Partition #4 is simply the extended (logical) partition place-holder.

Partition #5 will be used for the Linux swap area. I always mirror my swap so that the machine keeps running even if one of the drives fails.

Partition #6 is for LVM2 and will be sub-divided up. I estimate that I'll use about 50-100GB for the O/S which will leave 600GB or so for use by clients.

That's a fairly conservative partition layout and should provide me with enough flexibility to recover from most situations without having to toss an install CD into the unit.

...

Other sysadmin tricks that I plan on using are:

- Using SubVersion to store the contents of /boot, /etc, and other system configuration files. That will give me a history of changes to the system. That has been working very well on my other systems.

- Using Bacula or rdiff-snapshot or rsync or dd to create snapshots of the working root volumes. In worst-case, we restore the root volumes from backups.

- Sharing the portage tree between the two root partitions.
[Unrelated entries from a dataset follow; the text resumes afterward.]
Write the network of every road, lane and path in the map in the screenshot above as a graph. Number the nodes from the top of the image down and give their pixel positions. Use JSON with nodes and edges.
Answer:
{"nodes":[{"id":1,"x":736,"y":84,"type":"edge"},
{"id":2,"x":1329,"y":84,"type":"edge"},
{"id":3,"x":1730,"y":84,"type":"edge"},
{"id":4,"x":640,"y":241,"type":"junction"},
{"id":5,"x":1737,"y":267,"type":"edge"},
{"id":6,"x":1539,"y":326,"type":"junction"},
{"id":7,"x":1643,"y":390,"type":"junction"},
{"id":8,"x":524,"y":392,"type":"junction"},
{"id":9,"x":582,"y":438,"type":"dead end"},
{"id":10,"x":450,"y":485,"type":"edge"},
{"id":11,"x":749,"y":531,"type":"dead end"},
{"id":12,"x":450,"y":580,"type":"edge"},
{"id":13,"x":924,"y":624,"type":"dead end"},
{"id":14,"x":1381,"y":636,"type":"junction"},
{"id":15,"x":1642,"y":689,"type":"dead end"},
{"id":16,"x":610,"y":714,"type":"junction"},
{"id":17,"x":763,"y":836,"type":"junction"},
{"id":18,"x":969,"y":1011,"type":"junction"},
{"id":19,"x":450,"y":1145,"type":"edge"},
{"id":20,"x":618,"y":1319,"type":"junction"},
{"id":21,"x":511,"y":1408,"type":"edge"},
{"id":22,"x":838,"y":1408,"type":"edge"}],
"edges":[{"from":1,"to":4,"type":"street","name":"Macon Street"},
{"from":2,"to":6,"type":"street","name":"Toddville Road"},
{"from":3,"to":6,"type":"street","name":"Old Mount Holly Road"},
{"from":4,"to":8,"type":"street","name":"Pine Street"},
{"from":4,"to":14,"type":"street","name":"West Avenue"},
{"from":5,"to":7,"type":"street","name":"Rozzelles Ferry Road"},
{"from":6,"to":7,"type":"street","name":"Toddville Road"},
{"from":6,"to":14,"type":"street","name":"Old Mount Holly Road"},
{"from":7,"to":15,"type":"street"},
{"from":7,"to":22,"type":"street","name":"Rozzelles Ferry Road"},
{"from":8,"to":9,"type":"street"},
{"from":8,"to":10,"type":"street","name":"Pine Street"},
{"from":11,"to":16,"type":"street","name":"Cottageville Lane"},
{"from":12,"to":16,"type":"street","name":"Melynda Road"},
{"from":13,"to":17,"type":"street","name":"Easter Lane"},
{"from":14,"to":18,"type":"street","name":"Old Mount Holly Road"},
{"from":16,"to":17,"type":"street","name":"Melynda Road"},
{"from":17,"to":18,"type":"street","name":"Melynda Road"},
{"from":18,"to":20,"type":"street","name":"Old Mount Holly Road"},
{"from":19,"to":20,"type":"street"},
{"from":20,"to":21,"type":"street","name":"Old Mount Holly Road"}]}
This is low-risk and will save space and time.

- Sharing the /tmp and /var/tmp LVM partitions between the two root partitions. Naturally, the swap partition is also shared between the two root partitions.

- Putting /home on its own LVM partition and sharing it between the two root partitions. Moderately risky, but since this is a server-only headless setup with no users, it's not a big deal.

...

So it's a moderately complex setup, but provides me with multiple fall-back positions and restoration options. Anything from reverting a configuration file to a newer version, to booting a known-good root partition, to restoring the system from backups.

And there's always the last resort of putting a Gentoo boot CD in the unit, starting networking and the SSH daemon, and attempting to fix the unit remotely.